Dr. Bevelock: The biggest limitation is its retrospective nature. We could not control certain aspects of the cases such as the consistency and frequency of restaging episodes. That limitation in adherence to follow-up recommendations for restaging is unfortunately common in veterinary medicine. However, it is suspected that follow-up adherence rates may be low due to financial limitations; eliminating unnecessary diagnostics may help improve patient follow-up. This study focuses on solid, soft tissue tumors, and the data may not be applicable to all tumor types. Individual tumor biology varies, so clinical judgment is necessary on an individual patient basis.
Because this study found abdominal radiographs to be of “minimal use beyond abdominal ultrasound for restaging,” what advice would you give primary care veterinarians involved with cases of restaging solid, soft tissue tumors?
Dr. Bevelock: If accessible and practical for clients, full abdominal ultrasonography would be a more effective modality to restage the majority of solid, soft tissue tumors of the abdomen.
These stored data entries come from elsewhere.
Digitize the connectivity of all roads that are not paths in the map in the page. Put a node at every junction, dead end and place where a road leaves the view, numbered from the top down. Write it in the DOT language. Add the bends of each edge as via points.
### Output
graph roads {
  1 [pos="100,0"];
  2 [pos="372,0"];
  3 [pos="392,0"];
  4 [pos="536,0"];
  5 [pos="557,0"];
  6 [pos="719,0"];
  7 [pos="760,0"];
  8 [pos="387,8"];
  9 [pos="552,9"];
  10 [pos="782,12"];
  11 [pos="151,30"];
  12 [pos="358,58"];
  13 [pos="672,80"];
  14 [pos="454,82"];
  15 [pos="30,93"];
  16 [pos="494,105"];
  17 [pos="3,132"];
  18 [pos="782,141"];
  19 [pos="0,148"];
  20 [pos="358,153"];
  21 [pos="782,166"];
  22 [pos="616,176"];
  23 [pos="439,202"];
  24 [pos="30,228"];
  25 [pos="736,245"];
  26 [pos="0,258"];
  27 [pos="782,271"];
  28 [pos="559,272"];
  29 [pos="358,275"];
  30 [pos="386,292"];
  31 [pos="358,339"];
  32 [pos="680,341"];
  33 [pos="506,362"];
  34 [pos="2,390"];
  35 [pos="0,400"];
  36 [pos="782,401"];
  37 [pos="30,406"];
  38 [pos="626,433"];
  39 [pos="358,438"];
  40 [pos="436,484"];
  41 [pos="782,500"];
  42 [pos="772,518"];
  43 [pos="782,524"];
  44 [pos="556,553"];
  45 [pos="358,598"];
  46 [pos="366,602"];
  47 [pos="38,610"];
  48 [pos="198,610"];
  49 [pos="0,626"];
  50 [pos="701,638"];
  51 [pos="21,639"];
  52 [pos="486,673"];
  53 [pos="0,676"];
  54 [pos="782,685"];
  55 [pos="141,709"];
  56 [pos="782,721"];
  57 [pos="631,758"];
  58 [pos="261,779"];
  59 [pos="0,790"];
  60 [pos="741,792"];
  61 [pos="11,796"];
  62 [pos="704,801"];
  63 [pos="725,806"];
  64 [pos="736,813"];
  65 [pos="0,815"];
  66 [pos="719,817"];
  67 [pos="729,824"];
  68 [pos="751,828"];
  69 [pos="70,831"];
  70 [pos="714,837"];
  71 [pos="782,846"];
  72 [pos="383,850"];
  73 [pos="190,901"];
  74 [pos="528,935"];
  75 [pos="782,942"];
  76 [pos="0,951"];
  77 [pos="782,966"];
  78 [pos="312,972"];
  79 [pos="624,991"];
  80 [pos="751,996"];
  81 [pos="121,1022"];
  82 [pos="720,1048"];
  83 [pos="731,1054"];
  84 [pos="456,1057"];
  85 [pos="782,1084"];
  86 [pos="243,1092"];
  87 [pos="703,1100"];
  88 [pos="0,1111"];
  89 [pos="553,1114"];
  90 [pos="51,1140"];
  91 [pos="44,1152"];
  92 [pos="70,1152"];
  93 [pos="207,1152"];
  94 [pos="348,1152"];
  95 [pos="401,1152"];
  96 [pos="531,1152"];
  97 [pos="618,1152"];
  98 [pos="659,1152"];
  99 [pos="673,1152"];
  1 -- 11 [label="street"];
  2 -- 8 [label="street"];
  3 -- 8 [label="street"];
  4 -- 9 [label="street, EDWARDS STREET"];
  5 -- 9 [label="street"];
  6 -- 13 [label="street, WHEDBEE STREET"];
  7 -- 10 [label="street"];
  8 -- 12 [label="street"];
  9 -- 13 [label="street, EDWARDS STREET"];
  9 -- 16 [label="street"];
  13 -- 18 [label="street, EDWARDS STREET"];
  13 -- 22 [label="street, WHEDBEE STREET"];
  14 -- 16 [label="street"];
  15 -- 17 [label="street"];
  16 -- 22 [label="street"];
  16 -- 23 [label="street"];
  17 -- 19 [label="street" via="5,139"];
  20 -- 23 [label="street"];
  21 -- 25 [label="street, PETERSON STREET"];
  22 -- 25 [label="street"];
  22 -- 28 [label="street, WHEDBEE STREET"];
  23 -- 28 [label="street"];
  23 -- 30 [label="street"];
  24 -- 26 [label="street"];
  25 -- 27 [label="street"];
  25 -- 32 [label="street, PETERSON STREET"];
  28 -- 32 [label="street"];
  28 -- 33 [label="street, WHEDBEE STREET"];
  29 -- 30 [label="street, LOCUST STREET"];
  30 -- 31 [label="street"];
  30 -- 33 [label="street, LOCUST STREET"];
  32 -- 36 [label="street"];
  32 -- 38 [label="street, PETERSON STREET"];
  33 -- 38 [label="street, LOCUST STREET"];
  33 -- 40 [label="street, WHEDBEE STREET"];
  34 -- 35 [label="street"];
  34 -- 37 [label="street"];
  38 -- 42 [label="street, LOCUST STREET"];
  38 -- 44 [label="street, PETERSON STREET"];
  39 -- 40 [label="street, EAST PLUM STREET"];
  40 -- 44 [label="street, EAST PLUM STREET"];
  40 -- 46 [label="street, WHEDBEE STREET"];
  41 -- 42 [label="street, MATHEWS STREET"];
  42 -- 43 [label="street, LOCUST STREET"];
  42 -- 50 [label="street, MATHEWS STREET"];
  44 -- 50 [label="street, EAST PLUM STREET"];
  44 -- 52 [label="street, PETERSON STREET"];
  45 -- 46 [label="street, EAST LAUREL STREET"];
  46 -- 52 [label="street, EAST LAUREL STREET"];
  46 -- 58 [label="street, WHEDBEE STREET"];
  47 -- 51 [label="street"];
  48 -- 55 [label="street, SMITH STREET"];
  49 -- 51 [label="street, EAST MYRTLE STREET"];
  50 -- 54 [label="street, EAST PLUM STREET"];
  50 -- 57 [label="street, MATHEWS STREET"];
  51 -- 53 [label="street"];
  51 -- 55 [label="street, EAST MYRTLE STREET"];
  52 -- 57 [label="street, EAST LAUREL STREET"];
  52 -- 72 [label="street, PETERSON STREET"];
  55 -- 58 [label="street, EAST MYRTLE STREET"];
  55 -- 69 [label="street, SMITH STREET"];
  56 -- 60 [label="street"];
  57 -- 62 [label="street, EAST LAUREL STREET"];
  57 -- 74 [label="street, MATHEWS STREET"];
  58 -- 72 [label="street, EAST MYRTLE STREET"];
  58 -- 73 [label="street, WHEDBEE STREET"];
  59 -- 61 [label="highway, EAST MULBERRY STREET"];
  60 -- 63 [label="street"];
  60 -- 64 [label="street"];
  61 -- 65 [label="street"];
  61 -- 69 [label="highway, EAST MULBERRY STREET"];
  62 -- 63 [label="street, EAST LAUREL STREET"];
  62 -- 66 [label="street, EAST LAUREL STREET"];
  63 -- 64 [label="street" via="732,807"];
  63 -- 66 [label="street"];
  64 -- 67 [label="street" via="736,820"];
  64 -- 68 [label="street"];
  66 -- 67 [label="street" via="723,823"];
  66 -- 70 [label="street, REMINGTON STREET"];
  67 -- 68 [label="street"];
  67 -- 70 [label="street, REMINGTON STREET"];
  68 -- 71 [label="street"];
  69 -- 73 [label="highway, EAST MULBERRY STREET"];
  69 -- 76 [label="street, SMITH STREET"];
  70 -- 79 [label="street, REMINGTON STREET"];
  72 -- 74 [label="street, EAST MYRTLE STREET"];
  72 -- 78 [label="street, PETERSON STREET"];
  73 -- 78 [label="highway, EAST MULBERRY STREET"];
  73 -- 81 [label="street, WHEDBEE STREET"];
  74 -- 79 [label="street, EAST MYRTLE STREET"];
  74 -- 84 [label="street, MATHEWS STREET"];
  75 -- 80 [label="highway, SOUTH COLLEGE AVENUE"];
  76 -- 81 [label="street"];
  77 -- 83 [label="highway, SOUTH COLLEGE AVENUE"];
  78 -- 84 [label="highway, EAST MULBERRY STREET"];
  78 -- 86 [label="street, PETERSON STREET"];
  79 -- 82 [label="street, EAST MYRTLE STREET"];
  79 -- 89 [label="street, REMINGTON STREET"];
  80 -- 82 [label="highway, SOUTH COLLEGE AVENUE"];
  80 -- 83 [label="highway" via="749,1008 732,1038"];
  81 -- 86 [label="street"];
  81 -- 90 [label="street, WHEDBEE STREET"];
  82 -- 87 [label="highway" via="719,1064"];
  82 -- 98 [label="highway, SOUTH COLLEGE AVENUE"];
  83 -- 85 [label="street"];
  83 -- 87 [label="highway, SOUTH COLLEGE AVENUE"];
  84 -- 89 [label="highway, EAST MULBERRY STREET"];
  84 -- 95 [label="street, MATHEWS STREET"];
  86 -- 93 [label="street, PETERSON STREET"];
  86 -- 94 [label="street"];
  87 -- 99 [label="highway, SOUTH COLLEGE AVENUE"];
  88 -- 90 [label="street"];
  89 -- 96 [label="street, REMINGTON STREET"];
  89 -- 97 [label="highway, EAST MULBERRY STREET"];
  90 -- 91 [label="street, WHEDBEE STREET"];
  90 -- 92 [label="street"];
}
In our study, all restaging diagnostics were performed or interpreted by board-certified radiologists. Abdominal radiographs for these patients consume time, money, and energy in your facility. The authors would also emphasize the importance of client education regarding follow-up recommendations because early detection of disease may allow for the most, and potentially best, treatment options for a patient.
Is there anything we have not covered that you would like our readers to know from this study?
Dr. Bevelock: Clinical judgment should be used with this data. The study looks at a general overview of tumors involving the abdomen but does not evaluate each tumor type individually. There are certain tumor types, such as prostatic carcinoma, that have biologic behaviors that predispose them to metastasizing to bone. In situations such as those, abdominal radiographs would be a useful restaging tool. More studies evaluating individual tumor types for restaging effectiveness in a controlled manner need to be performed.
The Study
Radiographs are of limited use and low cost-effectiveness when combined with ultrasound for abdominal restaging in dogs with solid, soft tissue tumours.
Bevelock TJ, Skinner OT, Baumgardner RM, et al. J Small Anim Pract.